Could you return all of the entries word for word, minus any pictures?

=== Section Start ===

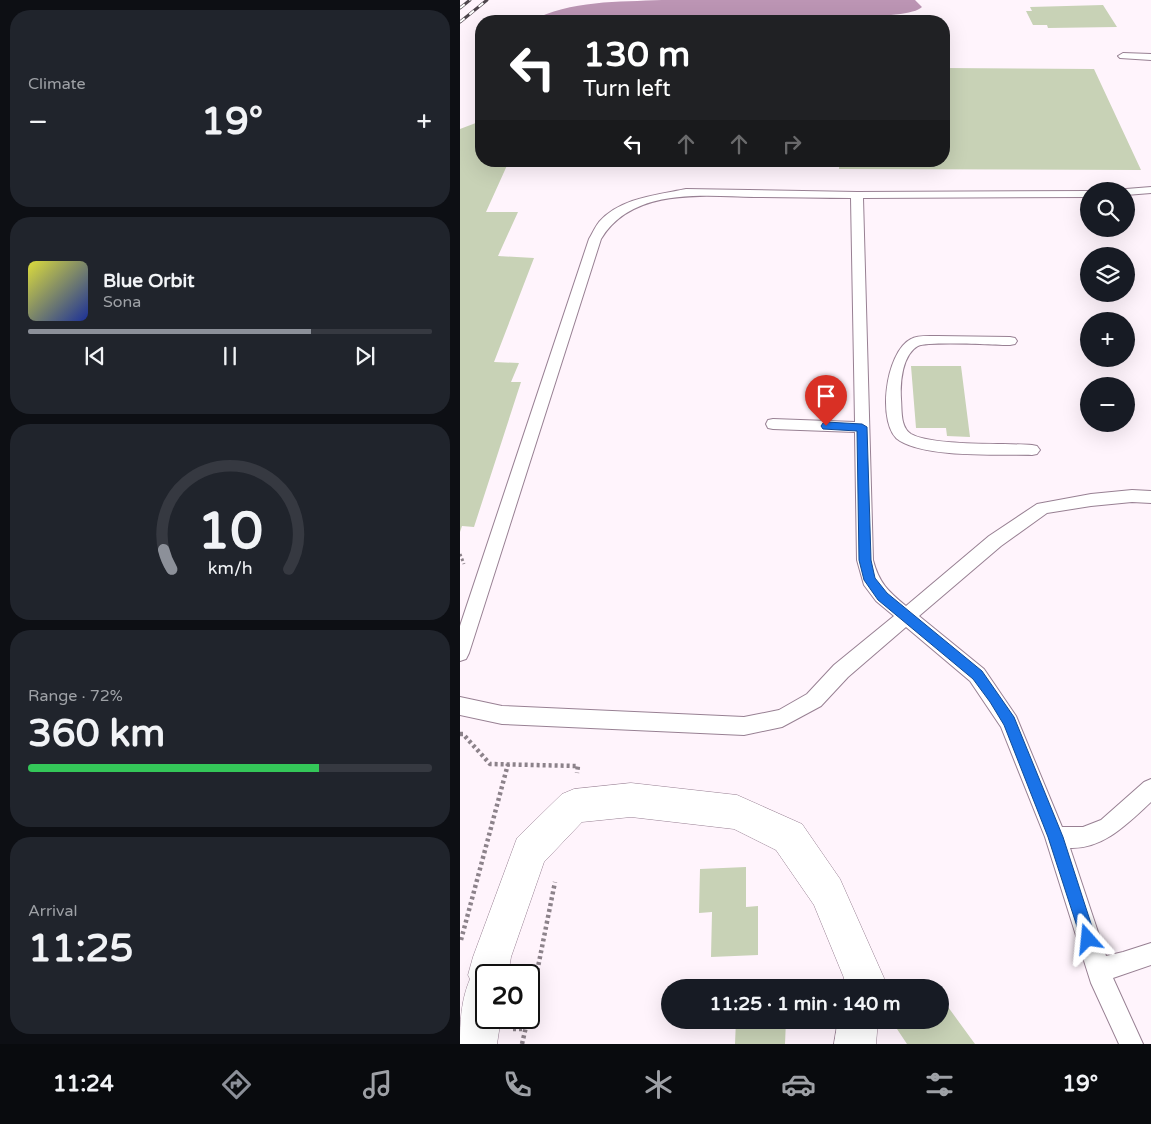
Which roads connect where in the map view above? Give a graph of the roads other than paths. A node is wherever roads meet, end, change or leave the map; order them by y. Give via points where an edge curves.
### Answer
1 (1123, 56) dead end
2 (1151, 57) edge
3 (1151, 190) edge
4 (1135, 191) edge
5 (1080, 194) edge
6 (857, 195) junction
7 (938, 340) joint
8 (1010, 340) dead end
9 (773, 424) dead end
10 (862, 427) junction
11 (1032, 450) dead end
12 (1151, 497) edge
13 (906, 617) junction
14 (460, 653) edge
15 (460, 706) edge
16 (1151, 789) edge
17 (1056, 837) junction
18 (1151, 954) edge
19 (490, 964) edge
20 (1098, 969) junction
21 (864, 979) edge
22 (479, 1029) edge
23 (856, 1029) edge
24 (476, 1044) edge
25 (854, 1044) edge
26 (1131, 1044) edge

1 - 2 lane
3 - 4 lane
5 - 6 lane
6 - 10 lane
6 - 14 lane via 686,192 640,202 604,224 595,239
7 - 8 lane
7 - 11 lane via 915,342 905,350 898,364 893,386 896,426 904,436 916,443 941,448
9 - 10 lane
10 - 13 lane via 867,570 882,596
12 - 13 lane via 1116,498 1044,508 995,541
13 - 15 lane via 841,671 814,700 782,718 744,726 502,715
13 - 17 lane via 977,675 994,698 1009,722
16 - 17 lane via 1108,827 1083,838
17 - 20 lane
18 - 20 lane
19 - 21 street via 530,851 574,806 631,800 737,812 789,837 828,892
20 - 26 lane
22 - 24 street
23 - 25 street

=== Section End ===

### Task output
Which roads connect where in the map view above? Give a graph of the roads other than paths. A node is wherever roads meet, end, change or leave the map; order them by y. Give via points where an edge curves.
### Answer
1 (1123, 56) dead end
2 (1151, 57) edge
3 (1151, 190) edge
4 (1135, 191) edge
5 (1080, 194) edge
6 (857, 195) junction
7 (938, 340) joint
8 (1010, 340) dead end
9 (773, 424) dead end
10 (862, 427) junction
11 (1032, 450) dead end
12 (1151, 497) edge
13 (906, 617) junction
14 (460, 653) edge
15 (460, 706) edge
16 (1151, 789) edge
17 (1056, 837) junction
18 (1151, 954) edge
19 (490, 964) edge
20 (1098, 969) junction
21 (864, 979) edge
22 (479, 1029) edge
23 (856, 1029) edge
24 (476, 1044) edge
25 (854, 1044) edge
26 (1131, 1044) edge

1 - 2 lane
3 - 4 lane
5 - 6 lane
6 - 10 lane
6 - 14 lane via 686,192 640,202 604,224 595,239
7 - 8 lane
7 - 11 lane via 915,342 905,350 898,364 893,386 896,426 904,436 916,443 941,448
9 - 10 lane
10 - 13 lane via 867,570 882,596
12 - 13 lane via 1116,498 1044,508 995,541
13 - 15 lane via 841,671 814,700 782,718 744,726 502,715
13 - 17 lane via 977,675 994,698 1009,722
16 - 17 lane via 1108,827 1083,838
17 - 20 lane
18 - 20 lane
19 - 21 street via 530,851 574,806 631,800 737,812 789,837 828,892
20 - 26 lane
22 - 24 street
23 - 25 street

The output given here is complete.